After the campaign there was also much discussion of equipment – whether the force as a whole was adequately armed, whether the unit and the man were as well provided as their enemy. In fact the British formations in Greece were probably no better or worse armed than their German adversaries, who were happy to refit vehicles and weapons captured in this as in earlier campaigns. The infantry were flung into a mountain campaign against expert mountain troops who were better equipped and trained than they were for such operations. Nevertheless, at short notice they converted themselves into mountain troops to the extent that they covered the ground and solved the new tactical problems. Inevitably useful lessons were learnt as a result of first meeting with another first-class army – for the Anzac Corps was a well-trained force and in fine fettle – but the defeat suffered by the Corps was not the result of lack of equipment within the formations but of the deployment of an enemy force stronger both in armour and infantry.

The Anzac Corps carried out a series of successful rearguard actions – in each of its positions the clash did not come until after plans for the next withdrawal had been made; each was a rearguard action in the strictest sense of the word.
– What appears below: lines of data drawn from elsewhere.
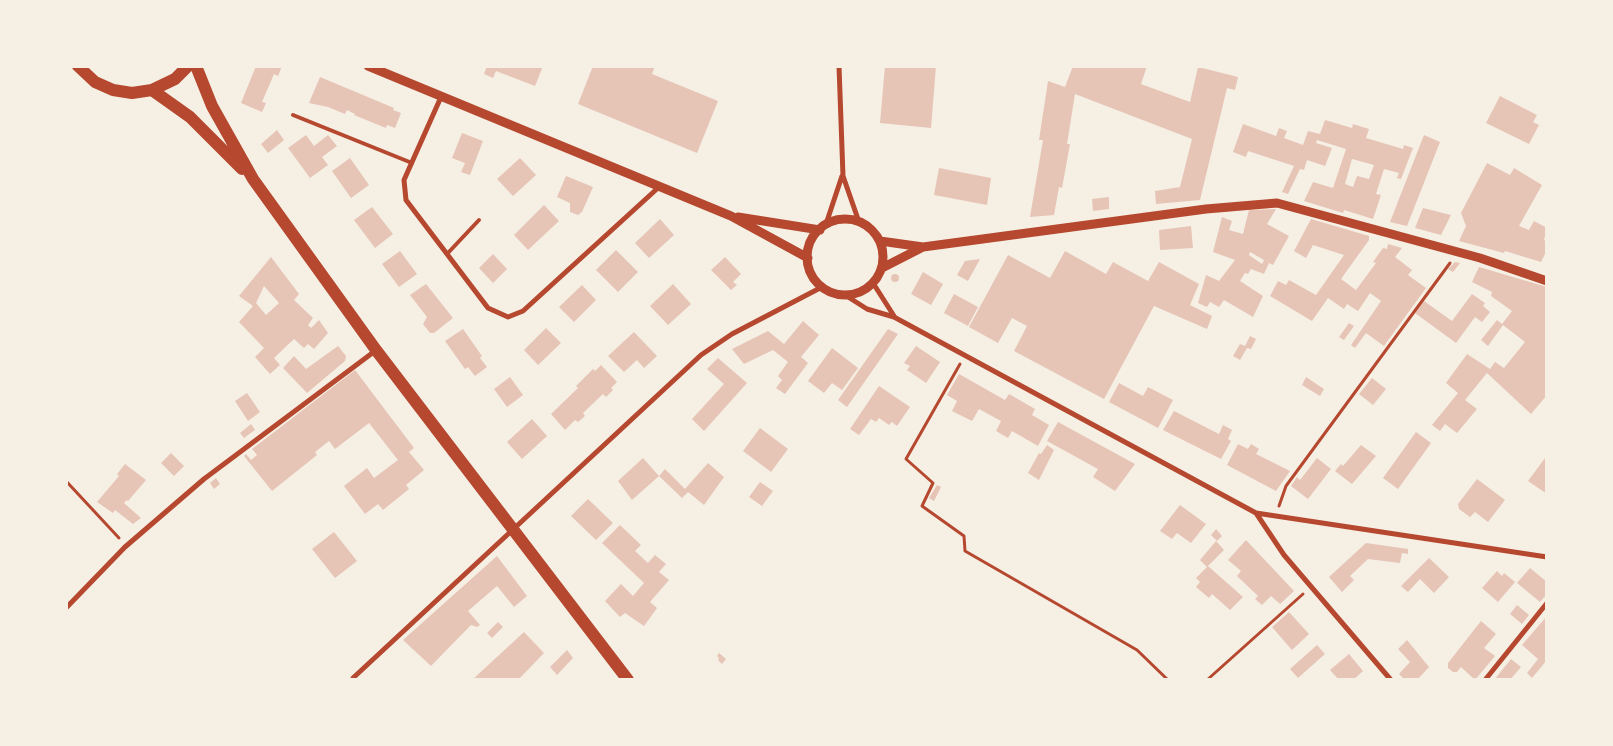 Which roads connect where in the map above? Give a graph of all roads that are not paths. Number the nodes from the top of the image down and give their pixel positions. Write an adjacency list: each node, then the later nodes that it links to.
1 (78, 66): 6 (main road)
2 (188, 66): 6 (main road)
3 (196, 66): 11 (main road)
4 (368, 66): 7 (street)
5 (839, 66): 10 (street)
6 (152, 90): 11 (main road)
7 (441, 97): 9 (street); 12 (street)
8 (293, 115): 9 (lane)
9 (412, 164): 19 (street)
10 (843, 176): 15 (street); 16 (street)
11 (253, 179): 27 (main road)
12 (659, 187): 13 (street); 19 (street)
13 (731, 216): 16 (street); 20 (street)
14 (479, 220): 19 (lane)
15 (859, 222): 16 (street); 17 (street)
16 (823, 227): 20 (street)
17 (880, 241): 18 (street); 21 (street)
18 (923, 247): 21 (street); 22 (street)
19 (447, 254)
20 (808, 258): 24 (street)
21 (882, 268): 23 (street)
22 (1547, 281)
23 (873, 283): 25 (street); 26 (street)
24 (822, 287): 25 (street); 29 (street)
25 (845, 295): 26 (street)
26 (894, 317): 28 (street)
27 (376, 350): 29 (main road); 32 (street)
28 (1256, 513): 30 (street); 35 (street)
29 (514, 528): 33 (street); 34 (main road)
30 (1547, 557)
31 (1547, 603): 36 (street)
32 (66, 608)
33 (352, 678)
34 (628, 680)
35 (1391, 680)
36 (1485, 680)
Perhaps the most important military lesson of the campaign was its demonstration of the extent to which, in such rugged country, artillery, with reliable infantry ahead, could halt and confuse a pursuer, and, after each retirement, engineers, cratering the roads at well-selected places, could delay for days the advance of a force tied to a multitude of laden vehicles – as was the German. In retrospect, the fighting withdrawal of more than 300 miles, generally along a single road, with the loss of but one fighting unit, seems an outstanding military achievement.